Skip to content

The worker↔evaluator dialogue (case & verdict)

The inner loop ends in a structured exchange: the worker presents a case, the evaluator returns a verdict, and a per-task ledger gives the evaluator memory across iterations of the same task. This page is the canonical description of that exchange; The two loops shows where it sits in the loop, and Agent visibility covers what each side does and doesn't see.

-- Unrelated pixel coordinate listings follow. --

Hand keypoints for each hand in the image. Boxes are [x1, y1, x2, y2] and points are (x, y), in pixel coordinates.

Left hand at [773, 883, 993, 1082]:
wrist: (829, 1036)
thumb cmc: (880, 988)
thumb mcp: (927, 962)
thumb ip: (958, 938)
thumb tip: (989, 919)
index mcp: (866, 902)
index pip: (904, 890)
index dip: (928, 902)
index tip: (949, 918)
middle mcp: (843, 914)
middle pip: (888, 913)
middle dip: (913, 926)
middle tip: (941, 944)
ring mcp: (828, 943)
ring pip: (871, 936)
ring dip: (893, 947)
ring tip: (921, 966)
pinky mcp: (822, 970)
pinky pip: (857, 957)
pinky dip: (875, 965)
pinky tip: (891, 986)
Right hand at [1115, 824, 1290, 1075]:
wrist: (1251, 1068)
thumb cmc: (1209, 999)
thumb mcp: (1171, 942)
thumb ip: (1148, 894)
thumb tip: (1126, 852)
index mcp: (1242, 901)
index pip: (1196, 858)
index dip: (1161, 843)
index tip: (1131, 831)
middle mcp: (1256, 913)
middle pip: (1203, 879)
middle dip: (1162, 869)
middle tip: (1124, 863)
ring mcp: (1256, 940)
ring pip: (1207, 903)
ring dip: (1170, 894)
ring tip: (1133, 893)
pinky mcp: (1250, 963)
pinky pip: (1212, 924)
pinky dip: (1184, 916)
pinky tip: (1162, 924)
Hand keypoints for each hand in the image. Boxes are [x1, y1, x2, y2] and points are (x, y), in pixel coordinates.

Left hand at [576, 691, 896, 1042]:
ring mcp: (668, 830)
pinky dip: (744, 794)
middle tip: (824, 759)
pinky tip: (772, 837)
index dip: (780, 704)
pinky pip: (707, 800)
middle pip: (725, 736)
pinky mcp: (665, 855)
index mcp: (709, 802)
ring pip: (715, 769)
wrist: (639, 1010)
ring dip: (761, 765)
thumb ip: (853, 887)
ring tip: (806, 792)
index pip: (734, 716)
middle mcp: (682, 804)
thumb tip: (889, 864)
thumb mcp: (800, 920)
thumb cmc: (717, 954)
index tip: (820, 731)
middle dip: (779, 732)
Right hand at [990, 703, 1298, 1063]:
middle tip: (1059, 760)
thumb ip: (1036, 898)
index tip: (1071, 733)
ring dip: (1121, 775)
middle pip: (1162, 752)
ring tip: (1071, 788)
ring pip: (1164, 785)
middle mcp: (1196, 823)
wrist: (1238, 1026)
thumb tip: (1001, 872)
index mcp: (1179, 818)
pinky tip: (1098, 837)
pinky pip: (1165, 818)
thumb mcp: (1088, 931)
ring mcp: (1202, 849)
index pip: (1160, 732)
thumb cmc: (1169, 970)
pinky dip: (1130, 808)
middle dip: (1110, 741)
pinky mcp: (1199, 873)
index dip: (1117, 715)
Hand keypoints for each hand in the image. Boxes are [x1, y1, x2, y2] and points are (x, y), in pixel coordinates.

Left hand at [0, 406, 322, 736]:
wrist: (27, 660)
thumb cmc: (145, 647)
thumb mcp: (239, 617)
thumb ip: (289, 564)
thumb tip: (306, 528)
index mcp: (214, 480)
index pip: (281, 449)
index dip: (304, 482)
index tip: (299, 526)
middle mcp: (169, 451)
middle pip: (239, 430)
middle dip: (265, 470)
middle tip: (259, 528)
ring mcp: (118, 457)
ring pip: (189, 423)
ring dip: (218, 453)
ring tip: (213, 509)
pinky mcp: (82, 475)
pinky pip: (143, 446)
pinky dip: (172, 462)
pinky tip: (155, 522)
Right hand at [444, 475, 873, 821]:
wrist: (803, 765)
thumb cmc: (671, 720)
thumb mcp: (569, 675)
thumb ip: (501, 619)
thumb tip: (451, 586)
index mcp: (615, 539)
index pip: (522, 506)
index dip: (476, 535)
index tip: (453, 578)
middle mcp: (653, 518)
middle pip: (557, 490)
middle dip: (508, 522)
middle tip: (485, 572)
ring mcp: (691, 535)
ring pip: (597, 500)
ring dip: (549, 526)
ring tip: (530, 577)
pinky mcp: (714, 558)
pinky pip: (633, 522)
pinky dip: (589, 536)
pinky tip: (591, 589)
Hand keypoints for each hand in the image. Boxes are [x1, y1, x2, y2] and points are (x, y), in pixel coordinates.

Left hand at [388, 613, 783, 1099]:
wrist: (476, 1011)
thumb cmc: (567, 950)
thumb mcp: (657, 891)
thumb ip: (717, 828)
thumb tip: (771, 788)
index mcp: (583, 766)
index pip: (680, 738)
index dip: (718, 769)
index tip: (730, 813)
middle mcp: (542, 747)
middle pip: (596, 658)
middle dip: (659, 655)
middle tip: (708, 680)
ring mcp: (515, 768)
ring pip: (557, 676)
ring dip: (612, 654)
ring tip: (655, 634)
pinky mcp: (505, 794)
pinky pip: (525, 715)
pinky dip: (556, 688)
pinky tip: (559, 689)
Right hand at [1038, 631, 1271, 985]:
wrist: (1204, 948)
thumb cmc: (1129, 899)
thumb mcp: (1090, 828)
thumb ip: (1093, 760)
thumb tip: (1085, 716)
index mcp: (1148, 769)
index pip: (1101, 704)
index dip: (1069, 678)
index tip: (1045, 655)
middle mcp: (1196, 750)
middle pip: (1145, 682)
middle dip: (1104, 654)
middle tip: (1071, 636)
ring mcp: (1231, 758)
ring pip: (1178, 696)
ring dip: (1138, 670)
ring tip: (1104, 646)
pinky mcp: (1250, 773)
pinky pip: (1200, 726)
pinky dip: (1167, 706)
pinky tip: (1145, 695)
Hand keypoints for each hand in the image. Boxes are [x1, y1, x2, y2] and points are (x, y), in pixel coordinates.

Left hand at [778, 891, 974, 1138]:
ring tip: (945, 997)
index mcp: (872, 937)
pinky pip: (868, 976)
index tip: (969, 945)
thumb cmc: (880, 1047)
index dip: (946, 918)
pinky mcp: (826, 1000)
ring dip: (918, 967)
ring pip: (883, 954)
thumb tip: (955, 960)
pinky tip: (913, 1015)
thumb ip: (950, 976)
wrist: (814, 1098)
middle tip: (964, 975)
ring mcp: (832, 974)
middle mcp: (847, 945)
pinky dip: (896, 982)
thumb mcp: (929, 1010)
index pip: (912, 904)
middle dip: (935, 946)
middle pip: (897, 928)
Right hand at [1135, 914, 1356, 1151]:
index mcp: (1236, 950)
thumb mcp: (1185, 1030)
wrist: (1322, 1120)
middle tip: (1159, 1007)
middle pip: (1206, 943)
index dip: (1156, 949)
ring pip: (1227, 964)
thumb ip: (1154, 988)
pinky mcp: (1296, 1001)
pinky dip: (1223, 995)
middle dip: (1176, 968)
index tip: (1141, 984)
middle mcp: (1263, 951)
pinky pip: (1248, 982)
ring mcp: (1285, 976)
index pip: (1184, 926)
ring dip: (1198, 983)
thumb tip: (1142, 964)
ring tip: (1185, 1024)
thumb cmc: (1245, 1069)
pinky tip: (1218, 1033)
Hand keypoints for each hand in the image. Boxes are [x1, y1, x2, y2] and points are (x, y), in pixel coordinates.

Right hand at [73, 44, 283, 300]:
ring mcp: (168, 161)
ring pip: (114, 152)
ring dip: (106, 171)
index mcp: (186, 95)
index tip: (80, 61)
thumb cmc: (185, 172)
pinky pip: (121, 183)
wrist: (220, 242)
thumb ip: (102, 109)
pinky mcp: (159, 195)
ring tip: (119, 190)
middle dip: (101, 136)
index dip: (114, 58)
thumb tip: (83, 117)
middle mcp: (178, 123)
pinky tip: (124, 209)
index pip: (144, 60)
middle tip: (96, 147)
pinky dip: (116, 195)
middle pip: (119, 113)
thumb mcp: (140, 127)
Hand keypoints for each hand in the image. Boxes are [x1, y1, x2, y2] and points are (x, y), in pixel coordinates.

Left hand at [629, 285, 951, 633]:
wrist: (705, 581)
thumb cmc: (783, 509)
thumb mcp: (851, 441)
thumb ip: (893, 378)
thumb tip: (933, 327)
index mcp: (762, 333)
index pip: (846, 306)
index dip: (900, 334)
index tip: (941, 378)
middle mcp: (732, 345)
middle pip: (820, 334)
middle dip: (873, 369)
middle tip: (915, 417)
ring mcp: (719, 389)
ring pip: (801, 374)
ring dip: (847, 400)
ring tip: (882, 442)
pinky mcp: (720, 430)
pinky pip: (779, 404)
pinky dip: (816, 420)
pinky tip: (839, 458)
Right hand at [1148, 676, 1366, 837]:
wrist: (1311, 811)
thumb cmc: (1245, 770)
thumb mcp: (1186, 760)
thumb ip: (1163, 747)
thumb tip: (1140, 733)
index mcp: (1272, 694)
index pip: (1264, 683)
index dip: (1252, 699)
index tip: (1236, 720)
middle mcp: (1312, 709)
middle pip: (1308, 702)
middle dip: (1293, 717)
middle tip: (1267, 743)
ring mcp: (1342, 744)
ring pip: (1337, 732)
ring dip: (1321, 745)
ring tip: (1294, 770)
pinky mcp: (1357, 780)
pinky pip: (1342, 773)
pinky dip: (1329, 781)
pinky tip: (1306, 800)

The evaluator earns its place by judging the thing the validators can't. Ruff and pytest prove the code runs and the test is green — table stakes. The evaluator is the reviewer asking the next question: is this a proper solution, or does it just happen to pass? That framing is what the rejection categories below encode.

A note on the name

The reviewing role is the evaluator — in prose, in events (evaluator_verdict), in the summary rollup, and on the visualizer card.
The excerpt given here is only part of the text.